La part de logements occupés par leur propriétaire indique en creux le volume du parc locatif privé concerné, et les données de Pontis le montrent nettement. On relève 8 diagnostics publiés par l'ADEME, 54 résidences principales recensées, 1.78 personne(s) par logement, en zone climatique H3. Ces valeurs ne décident d'aucun projet à elles seules, mais elles fixent l'ordre de grandeur dans lequel un chiffrage à Pontis est crédible.
La lecture du parc complète l'analyse : 148 diagnostics publiés pour 1 000 résidences principales, environ 37 logements occupés par leur propriétaire, de l'ordre de 34 maisons individuelles. Ce volume ne préjuge d'aucune éligibilité individuelle : il indique seulement où se concentrent, à Pontis, les situations où le scénario décrit sur cette page a le plus de chances d'être pertinent.
Coût complet plutôt que prix d'achat : 603 000 € pour la remise à niveau d'un logement mis en location à Pontis, soit 30 150 € par an sur une durée d'usage de vingt ans, sous réserve que les critères de décence et un engagement de loyer maîtrisé soit tenu dans la durée. C'est cette valeur annualisée qui se compare à l'économie d'énergie.
Fiscalité applicable : les travaux d'amélioration énergétique relèvent de la TVA à 5,5 % lorsqu'ils portent sur un logement achevé depuis plus de deux ans. Sur la remise à niveau d'un logement mis en location chiffré 603 000 € TTC à Pontis, cela correspond à environ 31 436 € de taxe, contre le triple au taux normal.

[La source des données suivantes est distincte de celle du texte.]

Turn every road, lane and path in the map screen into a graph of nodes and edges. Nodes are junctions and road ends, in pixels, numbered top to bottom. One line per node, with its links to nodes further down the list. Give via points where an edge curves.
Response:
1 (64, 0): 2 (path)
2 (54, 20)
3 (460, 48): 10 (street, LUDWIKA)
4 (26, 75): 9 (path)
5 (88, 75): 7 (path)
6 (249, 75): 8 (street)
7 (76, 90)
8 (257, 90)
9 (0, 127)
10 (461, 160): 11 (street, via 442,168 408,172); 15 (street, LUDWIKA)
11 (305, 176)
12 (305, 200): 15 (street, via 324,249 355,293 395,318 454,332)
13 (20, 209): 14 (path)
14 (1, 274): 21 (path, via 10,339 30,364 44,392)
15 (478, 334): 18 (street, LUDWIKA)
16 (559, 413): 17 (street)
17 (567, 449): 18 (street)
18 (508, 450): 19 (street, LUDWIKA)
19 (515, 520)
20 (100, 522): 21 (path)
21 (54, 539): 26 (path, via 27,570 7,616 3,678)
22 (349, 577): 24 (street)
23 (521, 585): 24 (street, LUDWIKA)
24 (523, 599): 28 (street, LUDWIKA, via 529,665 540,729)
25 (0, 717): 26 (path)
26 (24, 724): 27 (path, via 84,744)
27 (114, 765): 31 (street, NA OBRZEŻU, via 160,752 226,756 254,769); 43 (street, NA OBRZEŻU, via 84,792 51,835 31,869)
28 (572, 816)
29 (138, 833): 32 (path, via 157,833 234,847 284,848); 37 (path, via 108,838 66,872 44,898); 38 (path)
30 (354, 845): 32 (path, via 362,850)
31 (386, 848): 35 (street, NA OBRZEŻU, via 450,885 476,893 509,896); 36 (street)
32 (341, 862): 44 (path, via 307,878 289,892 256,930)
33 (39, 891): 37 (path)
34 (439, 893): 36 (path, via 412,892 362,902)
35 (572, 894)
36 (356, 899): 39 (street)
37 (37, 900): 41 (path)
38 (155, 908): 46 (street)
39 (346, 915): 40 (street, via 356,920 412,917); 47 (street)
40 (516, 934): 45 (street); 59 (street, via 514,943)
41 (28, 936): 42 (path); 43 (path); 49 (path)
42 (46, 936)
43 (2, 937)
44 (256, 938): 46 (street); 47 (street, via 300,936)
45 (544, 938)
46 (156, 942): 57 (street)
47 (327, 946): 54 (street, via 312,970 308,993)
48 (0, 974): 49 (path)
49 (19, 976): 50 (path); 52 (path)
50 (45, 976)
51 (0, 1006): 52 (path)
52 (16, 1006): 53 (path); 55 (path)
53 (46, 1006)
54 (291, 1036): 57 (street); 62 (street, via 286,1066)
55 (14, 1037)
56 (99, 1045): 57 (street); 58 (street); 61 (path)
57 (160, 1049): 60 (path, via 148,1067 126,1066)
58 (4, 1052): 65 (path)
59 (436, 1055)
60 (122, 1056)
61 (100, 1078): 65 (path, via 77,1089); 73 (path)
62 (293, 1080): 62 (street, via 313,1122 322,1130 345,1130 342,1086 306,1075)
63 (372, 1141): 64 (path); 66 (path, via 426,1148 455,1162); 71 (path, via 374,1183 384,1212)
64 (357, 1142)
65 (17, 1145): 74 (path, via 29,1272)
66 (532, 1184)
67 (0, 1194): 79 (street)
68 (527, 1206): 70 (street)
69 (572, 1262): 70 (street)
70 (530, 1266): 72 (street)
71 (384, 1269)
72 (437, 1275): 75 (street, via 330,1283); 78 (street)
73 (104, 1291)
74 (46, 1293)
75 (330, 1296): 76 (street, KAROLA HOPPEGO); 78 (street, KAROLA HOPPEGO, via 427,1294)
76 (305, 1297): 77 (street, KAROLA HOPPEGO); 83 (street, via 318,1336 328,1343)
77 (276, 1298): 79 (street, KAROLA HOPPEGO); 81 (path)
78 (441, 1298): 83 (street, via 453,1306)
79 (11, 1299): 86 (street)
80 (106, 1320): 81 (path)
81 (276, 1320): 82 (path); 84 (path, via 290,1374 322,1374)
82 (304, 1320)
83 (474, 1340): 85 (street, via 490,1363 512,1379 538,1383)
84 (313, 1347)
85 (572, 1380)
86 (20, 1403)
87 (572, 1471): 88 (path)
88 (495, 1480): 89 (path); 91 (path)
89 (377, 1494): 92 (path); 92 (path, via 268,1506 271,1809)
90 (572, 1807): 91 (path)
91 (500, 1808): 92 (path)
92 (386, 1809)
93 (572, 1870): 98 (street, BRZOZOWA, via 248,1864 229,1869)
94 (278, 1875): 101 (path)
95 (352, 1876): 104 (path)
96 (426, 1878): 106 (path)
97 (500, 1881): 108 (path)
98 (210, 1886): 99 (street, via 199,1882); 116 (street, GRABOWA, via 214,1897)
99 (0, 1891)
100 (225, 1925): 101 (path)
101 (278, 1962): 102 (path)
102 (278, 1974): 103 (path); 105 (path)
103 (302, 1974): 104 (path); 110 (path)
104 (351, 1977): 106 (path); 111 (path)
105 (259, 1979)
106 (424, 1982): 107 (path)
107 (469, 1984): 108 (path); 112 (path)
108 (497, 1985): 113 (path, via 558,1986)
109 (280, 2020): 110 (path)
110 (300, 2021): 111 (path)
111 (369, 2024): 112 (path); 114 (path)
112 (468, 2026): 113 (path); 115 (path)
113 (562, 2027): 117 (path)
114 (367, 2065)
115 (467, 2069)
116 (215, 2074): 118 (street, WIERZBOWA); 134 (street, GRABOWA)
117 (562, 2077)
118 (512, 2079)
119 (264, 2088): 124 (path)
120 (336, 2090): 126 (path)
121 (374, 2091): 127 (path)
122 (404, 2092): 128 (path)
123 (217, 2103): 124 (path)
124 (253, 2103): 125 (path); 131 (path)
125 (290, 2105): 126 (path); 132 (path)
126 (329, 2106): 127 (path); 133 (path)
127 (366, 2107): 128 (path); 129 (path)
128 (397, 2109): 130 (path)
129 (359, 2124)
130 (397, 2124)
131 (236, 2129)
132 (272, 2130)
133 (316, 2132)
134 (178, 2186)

Ce qu'il reste à payer, mois par mois : sur le cas type à Pontis, 6 000 € après aides, soit de l'ordre de 35 € mensuels sur quinze ans en prêt à taux zéro. L'économie de facture attendue, 1 150 € par an, absorbe une part significative de cette mensualité.
En cas de contrôle sur site à Pontis : la mention de les critères de décence et un engagement de loyer maîtrisé sur le devis, la qualification RGE de un opérateur agréé par l'Anah, et le constat de décence après travaux. Un dossier complet sécurise jusqu'à 32 000 € d'aide ; un dossier incomplet suspend le versement jusqu'à régularisation.
Ce qui coûte le plus cher n'est pas le prix d'achat mais la reprise : un engagement de conventionnement signé sans simuler le manque à gagner locatif oblige à rouvrir l'ouvrage. Comptez 60 300 € à 120 600 € à Pontis, à la charge exclusive du ménage puisque l'aide a déjà été versée sur le premier chantier.
Le palier de classes se calcule avant de signer : à Pontis, l'assiette double presque entre le scénario à deux classes (30 000 € HT) et celui à trois (40 000 € HT). Sur un poste de 603 000 € comme le logement loué, cet écart justifie souvent d'ajouter un lot plutôt que de s'arrêter au minimum.
Pourquoi la même solution ne se classe pas au même rang partout : à Pontis relève de la zone H3, dont la base conventionnelle atteint 195 kWh/m²/an. Le temps de retour de la remise à niveau d'un logement mis en location s'en trouve mécaniquement raccourci par rapport aux zones plus douces.